| TO DO |
A verbatim copy of the listing is needed; pictures are to be left out.

| DATA RECORDS |
*** Block opens ***
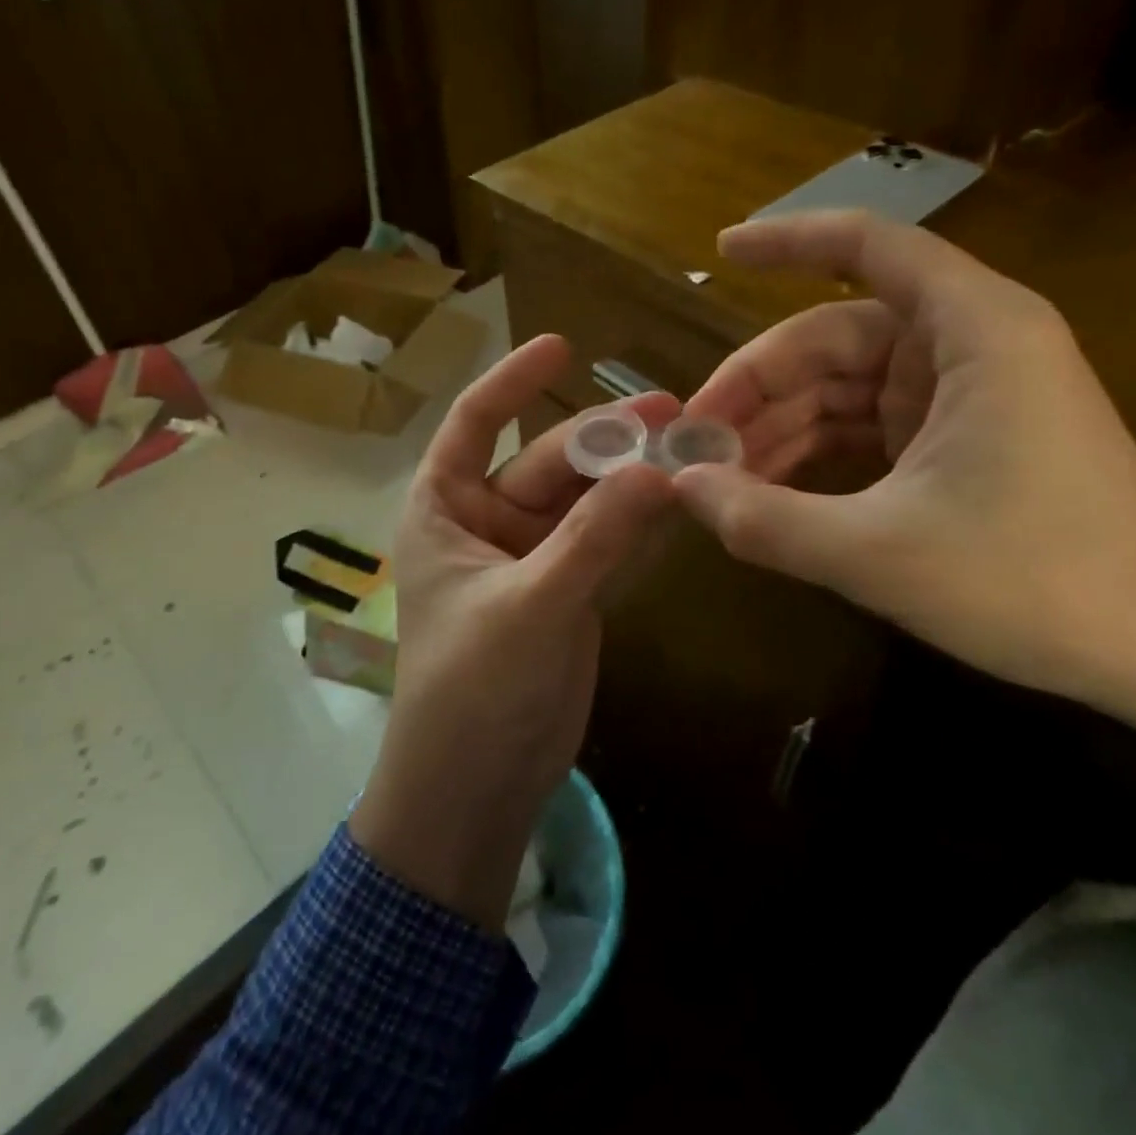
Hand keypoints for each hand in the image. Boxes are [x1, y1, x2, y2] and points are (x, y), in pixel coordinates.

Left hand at [350, 336, 676, 929]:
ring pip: (585, 500)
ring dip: (630, 476)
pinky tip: (681, 497)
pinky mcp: (568, 592)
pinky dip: (639, 521)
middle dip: (604, 437)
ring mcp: (532, 558)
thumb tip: (658, 470)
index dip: (513, 381)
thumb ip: (594, 537)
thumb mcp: (531, 605)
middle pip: (548, 461)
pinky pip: (606, 540)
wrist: (477, 789)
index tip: (563, 345)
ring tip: (690, 445)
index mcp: (444, 510)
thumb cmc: (473, 690)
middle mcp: (485, 523)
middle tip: (672, 409)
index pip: (473, 423)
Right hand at [676, 210, 1135, 705]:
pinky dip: (814, 453)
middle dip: (757, 385)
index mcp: (972, 332)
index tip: (718, 252)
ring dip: (778, 427)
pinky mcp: (958, 439)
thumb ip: (765, 519)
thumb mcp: (878, 554)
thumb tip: (680, 487)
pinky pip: (865, 427)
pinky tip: (766, 491)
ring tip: (715, 478)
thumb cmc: (1036, 584)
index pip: (867, 246)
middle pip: (833, 336)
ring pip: (843, 387)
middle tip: (690, 440)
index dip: (787, 240)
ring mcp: (963, 394)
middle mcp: (968, 344)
*** Block closes ***
| OUTPUT |
Hand keypoints for each hand in the image. Boxes are [x1, y1, x2, y2] and points are (x, y), in pixel coordinates.

Left hand at [350, 336, 676, 929]:
ring pip: (585, 500)
ring dip: (630, 476)
pinky tip: (681, 497)
pinky mcp: (568, 592)
pinky dip: (639, 521)
middle dip: (604, 437)
ring mcp: (532, 558)
thumb tip: (658, 470)
index dip: (513, 381)
thumb ip: (594, 537)
thumb mcp: (531, 605)
middle pip: (548, 461)
pinky pip: (606, 540)
wrist: (477, 789)
index tip: (563, 345)
ring tip: (690, 445)
index mcp: (444, 510)
thumb cmc: (473, 690)
middle mcp: (485, 523)
middle tip: (672, 409)
index pip: (473, 423)
Right hand at [676, 210, 1135, 705]:
pinky dip: (814, 453)
middle dip: (757, 385)
index mcp: (972, 332)
index tip: (718, 252)
ring dip: (778, 427)
pinky mcp: (958, 439)
thumb ip: (765, 519)
thumb mcp: (878, 554)
thumb tip: (680, 487)
pinky pip: (865, 427)
pinky tip: (766, 491)
ring tip: (715, 478)
thumb cmc: (1036, 584)
index pip: (867, 246)
middle pip: (833, 336)
ring pip: (843, 387)
middle tip: (690, 440)
index dip: (787, 240)
ring mcp: (963, 394)
middle mcp: (968, 344)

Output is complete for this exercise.